Thread: _mdfd_getseg can be expensive

_mdfd_getseg can be expensive

From
Andres Freund
Date:
Hi,

I recently have seen some perf profiles in which _mdfd_getseg() was in
the top #3 when VACUUMing large (~200GB) relations. Called by mdread(),
mdwrite(). Looking at it's implementation, I am not surprised. It
iterates over all segment entries a relations has; for every read or
write. That's not painful for smaller relations, but at a couple of
hundred GB it starts to be annoying. Especially if kernel readahead has
already read in all data from disk.

I don't have a good idea what to do about this yet, but it seems like
something that should be fixed mid-term.

The best I can come up is is caching the last mdvec used, but that's
fairly ugly. Alternatively it might be a good idea to not store MdfdVec
as a linked list, but as a densely allocated array.

Greetings,

Andres Freund

-- Andres Freund                       http://www.2ndQuadrant.com/PostgreSQL Development, 24x7 Support, Training &
Services



Re: _mdfd_getseg can be expensive

From
Andres Freund
Date:
Hi,

On 2014-03-31 12:10:01 +0200, Andres Freund wrote:
> I recently have seen some perf profiles in which _mdfd_getseg() was in
> the top #3 when VACUUMing large (~200GB) relations. Called by mdread(),
> mdwrite(). Looking at it's implementation, I am not surprised. It
> iterates over all segment entries a relations has; for every read or
> write. That's not painful for smaller relations, but at a couple of
> hundred GB it starts to be annoying. Especially if kernel readahead has
> already read in all data from disk.
>
> I don't have a good idea what to do about this yet, but it seems like
> something that should be fixed mid-term.
>
> The best I can come up is is caching the last mdvec used, but that's
> fairly ugly. Alternatively it might be a good idea to not store MdfdVec
> as a linked list, but as a densely allocated array.

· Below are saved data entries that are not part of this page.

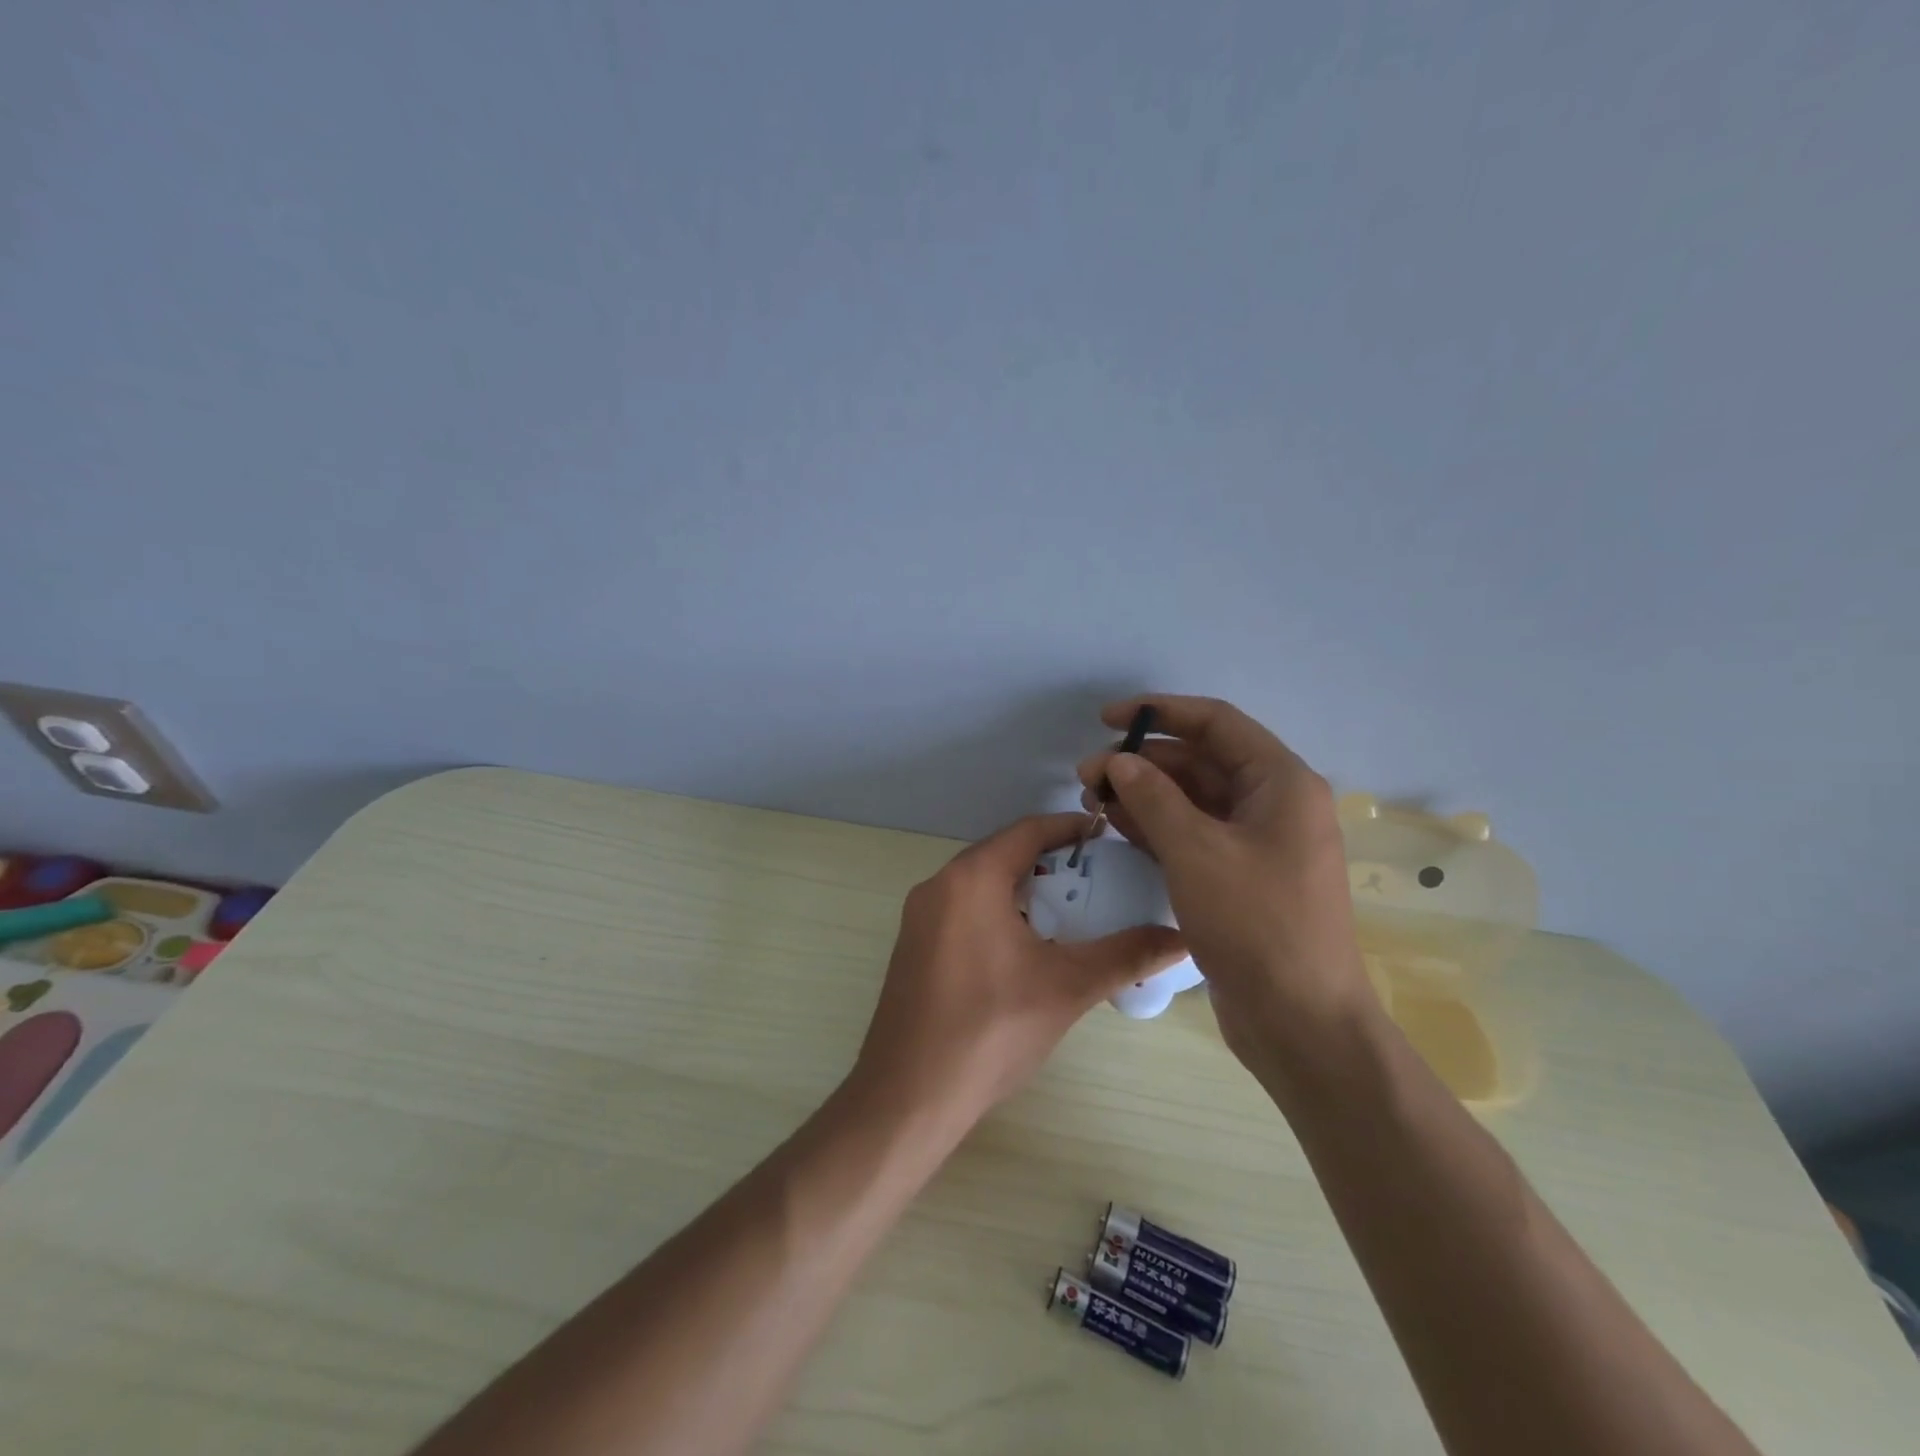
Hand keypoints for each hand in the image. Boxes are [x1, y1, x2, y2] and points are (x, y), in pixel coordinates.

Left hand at [848, 813, 1185, 1132]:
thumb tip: (1182, 936)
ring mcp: (920, 916)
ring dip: (1025, 890)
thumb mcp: (1067, 987)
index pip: (1028, 830)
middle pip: (1004, 854)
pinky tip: (1027, 948)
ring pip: (982, 884)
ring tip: (1071, 915)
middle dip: (1052, 862)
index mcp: (971, 878)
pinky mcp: (914, 946)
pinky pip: (963, 910)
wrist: (908, 1096)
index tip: (1110, 838)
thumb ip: (1126, 955)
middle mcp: (939, 884)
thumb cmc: (990, 1030)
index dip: (1071, 828)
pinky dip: (998, 912)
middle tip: (1100, 882)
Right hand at [1077, 696, 1372, 1073]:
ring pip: (1192, 800)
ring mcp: (1256, 843)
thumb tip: (1119, 761)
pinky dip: (1156, 826)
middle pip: (1200, 762)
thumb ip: (1153, 797)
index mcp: (1281, 782)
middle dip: (1142, 762)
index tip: (1107, 718)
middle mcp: (1273, 804)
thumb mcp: (1196, 851)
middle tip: (1087, 775)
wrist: (1300, 1021)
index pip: (1216, 723)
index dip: (1160, 711)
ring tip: (1092, 799)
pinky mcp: (1239, 876)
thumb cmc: (1255, 923)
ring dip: (1143, 794)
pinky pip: (1193, 834)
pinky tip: (1116, 825)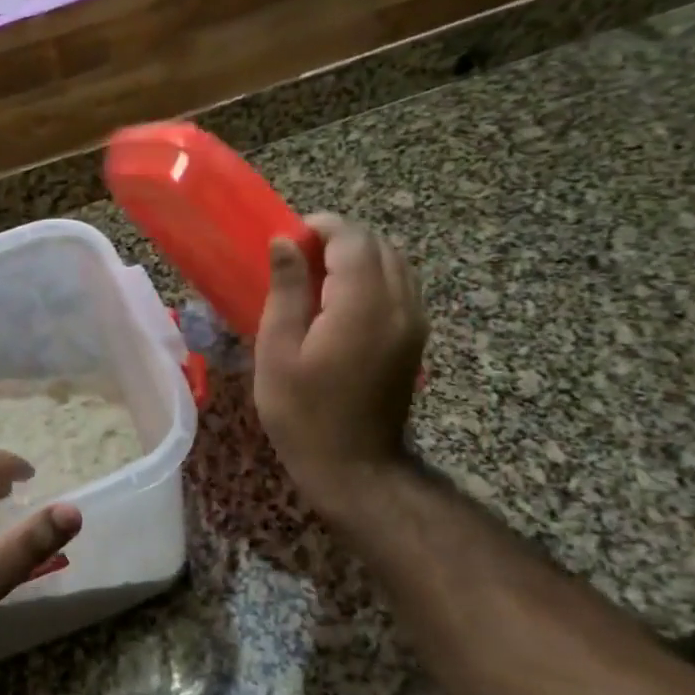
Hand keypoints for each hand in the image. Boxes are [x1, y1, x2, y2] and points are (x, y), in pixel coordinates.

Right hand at [253, 214, 427, 515]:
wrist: (356, 467)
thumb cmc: (303, 412)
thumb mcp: (278, 350)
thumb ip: (285, 289)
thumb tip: (285, 241)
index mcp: (363, 305)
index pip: (352, 239)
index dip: (319, 227)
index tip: (287, 239)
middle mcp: (400, 305)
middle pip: (378, 244)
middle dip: (338, 238)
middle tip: (297, 258)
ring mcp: (415, 322)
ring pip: (394, 262)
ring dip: (357, 256)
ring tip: (317, 277)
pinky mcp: (416, 338)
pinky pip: (400, 285)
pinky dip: (372, 276)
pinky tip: (341, 301)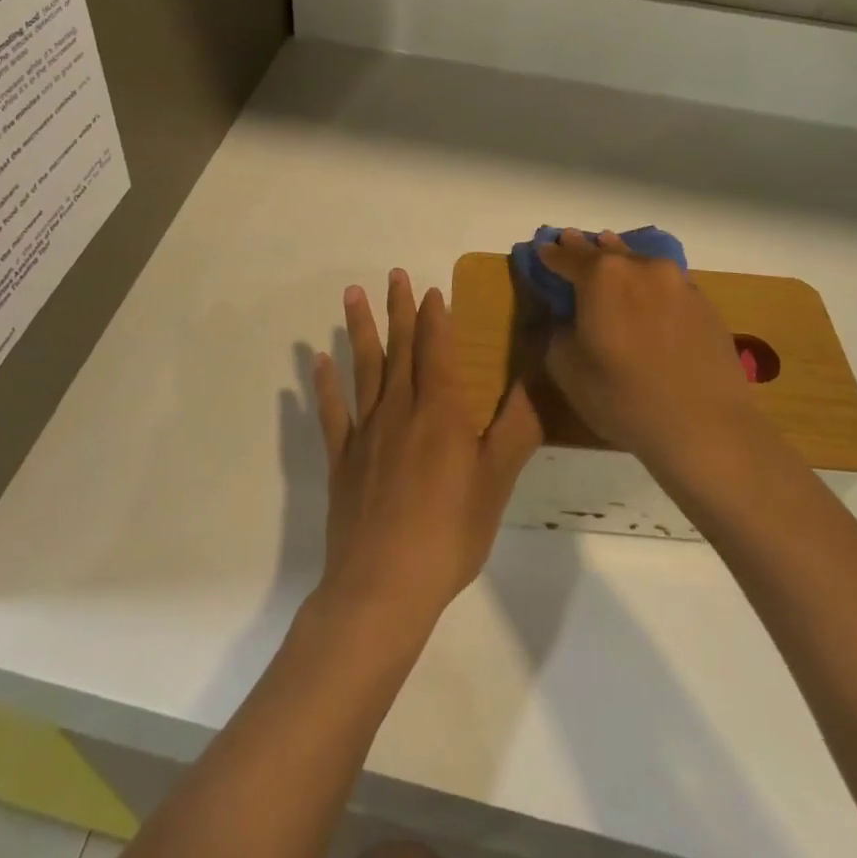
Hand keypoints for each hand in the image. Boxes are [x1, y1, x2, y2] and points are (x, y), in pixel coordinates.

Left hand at [312, 269, 542, 629]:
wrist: (384, 583)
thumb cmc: (450, 531)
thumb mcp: (498, 481)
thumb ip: (518, 427)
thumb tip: (538, 379)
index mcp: (440, 410)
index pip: (437, 349)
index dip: (435, 317)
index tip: (431, 288)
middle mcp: (400, 409)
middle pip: (400, 348)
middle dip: (399, 308)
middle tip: (393, 274)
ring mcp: (366, 432)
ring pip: (363, 367)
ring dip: (358, 329)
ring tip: (352, 294)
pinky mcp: (342, 458)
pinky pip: (332, 412)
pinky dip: (324, 384)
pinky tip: (318, 361)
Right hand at [538, 230, 766, 467]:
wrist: (705, 428)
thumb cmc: (623, 397)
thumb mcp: (566, 368)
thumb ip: (559, 332)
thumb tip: (570, 320)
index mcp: (601, 276)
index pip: (567, 257)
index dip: (551, 254)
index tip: (542, 249)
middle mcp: (641, 268)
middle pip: (606, 251)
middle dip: (586, 249)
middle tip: (571, 240)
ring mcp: (679, 283)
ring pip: (641, 263)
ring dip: (622, 260)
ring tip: (611, 259)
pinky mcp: (705, 306)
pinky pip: (667, 285)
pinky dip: (650, 286)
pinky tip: (648, 300)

I've seen this a couple times more since. On larger relations it gets
even more pronounced. When sequentially scanning a 2TB relation,
_mdfd_getseg() gets up to 80% proportionate CPU time towards the end of
the scan.

I wrote the attached patch that get rids of that essentially quadratic
behaviour, by replacing the mdfd chain/singly linked list with an
array. Since we seldomly grow files by a whole segment I can't see the
slightly bigger memory reallocations matter significantly. In pretty
much every other case the array is bound to be a winner.

Does anybody have fundamental arguments against that idea?

With some additional work we could save a bit more memory by getting rid
of the mdfd_segno as it's essentially redundant - but that's not
entirely trivial and I'm unsure if it's worth it.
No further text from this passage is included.